The most useful configurations for designers are microstrip line, embedded microstripline, and covered microstrip line. Embedded microstrip line is the situation encountered when the microstrip line is covered with solder mask or a thin layer of epoxy. Covered microstrip line is a transitional structure somewhere between microstrip line and stripline. When an electrically close shield covers the circuit you will want to analyze it as a covered microstrip line.

 

Coplanar Waveguide Family

 

All of the transmission lines so far scale the signal conductor’s dimensions to the separation of the ground conductor to set the impedance. Once you choose the dielectric thickness the other dimensions are determined. Sometimes this can be inconvenient when connecting to other components.

For example, when you need to transition to a connector or device pin that has a specific pin size, the trace width may turn out to be too wide to fit between pins. You could taper the dielectric substrate thickness to allow the signal conductor’s width to narrow but that is usually impractical. Fortunately, the coplanar waveguide family solves this problem.

Coplanar waveguide (CPW) uses a ground conductor that is coplanar with the signal conductor. Therefore, the impedance is controlled by the signal line width and the ground gap. What this means is that you can keep the impedance constant as you taper the signal conductor’s width down to meet a pin. This is perfect for matching to a component pin width without changing the substrate thickness.

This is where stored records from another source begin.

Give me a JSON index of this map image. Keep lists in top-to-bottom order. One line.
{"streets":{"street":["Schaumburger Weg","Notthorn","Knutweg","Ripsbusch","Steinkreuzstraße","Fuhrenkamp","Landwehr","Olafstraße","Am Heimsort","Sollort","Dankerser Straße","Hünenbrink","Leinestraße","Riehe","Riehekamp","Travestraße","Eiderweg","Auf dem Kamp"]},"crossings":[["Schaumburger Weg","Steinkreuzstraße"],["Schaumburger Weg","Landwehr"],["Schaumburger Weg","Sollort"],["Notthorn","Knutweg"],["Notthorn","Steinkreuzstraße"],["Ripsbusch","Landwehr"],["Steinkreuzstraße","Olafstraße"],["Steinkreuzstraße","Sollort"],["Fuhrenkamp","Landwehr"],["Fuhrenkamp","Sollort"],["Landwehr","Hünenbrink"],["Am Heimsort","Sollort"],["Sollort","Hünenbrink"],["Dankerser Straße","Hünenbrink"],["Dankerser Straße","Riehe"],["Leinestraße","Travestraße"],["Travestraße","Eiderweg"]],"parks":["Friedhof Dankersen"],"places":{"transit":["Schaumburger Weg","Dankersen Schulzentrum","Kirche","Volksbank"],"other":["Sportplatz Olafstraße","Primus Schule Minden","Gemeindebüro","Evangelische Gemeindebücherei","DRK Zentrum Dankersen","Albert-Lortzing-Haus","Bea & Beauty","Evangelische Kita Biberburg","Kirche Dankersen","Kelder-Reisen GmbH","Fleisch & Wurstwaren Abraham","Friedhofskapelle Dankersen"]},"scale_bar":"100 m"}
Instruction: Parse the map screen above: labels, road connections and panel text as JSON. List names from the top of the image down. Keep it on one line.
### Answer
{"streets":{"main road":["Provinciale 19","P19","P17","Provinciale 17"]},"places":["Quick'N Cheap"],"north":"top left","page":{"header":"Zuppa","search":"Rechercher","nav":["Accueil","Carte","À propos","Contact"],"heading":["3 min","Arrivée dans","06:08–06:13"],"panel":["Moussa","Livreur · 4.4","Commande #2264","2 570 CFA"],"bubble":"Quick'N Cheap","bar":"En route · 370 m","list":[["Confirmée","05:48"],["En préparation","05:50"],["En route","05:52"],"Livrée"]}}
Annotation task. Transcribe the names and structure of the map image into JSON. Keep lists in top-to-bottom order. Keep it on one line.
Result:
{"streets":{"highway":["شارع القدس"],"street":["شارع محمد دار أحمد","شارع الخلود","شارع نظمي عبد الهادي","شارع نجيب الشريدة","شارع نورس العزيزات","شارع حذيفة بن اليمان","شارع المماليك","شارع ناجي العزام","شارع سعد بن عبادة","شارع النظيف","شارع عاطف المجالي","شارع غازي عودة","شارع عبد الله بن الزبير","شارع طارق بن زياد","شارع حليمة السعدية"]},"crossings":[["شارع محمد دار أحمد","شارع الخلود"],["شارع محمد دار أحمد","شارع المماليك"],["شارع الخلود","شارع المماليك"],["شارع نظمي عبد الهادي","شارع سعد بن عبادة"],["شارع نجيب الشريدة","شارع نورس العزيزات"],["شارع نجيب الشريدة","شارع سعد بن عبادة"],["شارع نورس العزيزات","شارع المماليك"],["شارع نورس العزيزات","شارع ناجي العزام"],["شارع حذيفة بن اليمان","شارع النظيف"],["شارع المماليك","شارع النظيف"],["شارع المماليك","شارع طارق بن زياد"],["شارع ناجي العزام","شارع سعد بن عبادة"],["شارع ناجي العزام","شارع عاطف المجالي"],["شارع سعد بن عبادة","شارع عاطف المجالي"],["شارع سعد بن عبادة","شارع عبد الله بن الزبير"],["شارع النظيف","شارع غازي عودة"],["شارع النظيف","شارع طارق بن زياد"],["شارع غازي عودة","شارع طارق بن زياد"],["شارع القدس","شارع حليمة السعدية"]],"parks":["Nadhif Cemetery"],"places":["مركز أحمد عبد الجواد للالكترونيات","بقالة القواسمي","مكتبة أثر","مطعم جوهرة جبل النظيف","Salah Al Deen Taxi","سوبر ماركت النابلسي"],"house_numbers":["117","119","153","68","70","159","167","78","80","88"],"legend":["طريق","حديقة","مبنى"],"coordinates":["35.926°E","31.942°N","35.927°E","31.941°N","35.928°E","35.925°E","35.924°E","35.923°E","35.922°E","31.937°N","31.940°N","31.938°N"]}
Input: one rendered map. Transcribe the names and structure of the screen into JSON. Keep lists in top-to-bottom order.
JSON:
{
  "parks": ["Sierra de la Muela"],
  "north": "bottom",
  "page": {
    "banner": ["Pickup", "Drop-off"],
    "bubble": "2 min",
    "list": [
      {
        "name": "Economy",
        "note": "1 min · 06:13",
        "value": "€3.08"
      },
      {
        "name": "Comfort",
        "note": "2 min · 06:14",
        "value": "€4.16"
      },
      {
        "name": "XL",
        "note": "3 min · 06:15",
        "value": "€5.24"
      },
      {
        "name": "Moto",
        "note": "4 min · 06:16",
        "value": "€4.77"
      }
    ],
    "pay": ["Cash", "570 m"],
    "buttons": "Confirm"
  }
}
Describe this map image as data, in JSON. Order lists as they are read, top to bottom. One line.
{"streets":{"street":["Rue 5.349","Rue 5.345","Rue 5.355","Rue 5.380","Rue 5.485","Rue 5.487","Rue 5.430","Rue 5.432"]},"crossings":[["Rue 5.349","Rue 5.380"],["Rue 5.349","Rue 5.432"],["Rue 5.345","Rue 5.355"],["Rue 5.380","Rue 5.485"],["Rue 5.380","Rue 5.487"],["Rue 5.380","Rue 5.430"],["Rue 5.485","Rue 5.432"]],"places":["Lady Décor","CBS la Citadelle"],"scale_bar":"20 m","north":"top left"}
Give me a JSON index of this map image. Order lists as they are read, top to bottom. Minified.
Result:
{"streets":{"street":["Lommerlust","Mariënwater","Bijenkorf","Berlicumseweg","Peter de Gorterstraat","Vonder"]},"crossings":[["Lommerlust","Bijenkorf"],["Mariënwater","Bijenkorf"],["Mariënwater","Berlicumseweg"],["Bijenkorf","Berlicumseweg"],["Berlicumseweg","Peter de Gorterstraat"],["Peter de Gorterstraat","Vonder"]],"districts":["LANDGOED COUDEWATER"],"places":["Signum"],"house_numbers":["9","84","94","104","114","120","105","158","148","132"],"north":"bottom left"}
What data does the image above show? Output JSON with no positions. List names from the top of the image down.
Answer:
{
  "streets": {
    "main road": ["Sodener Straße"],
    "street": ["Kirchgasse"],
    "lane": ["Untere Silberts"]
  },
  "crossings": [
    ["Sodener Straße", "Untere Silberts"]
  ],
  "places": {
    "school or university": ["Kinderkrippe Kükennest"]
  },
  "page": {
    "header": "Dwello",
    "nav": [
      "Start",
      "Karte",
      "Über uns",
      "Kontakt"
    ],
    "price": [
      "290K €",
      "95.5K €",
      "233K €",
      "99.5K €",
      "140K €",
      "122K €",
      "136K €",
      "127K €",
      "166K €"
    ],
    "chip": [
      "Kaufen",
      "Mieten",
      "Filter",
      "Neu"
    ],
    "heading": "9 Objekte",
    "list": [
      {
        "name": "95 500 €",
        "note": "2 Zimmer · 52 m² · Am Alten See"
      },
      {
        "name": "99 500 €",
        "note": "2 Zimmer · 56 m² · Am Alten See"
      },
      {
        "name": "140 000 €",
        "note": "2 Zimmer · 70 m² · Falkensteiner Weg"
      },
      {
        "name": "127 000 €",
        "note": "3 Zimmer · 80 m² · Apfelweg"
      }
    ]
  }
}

The coplanar waveguide configurations that are most likely to be useful are: coplanar waveguide and coplanar waveguide with ground. Coplanar waveguide concentrates the field in the gap so it will have the best ability to taper in to a pin. However, it may require special attention if you are transitioning from microstrip line into CPW. In this situation, coplanar waveguide with ground (CPWG) may be easier to deal with since you can start with a wide gap (microstripline) and gradually transition to the coplanar waveguide with ground configuration.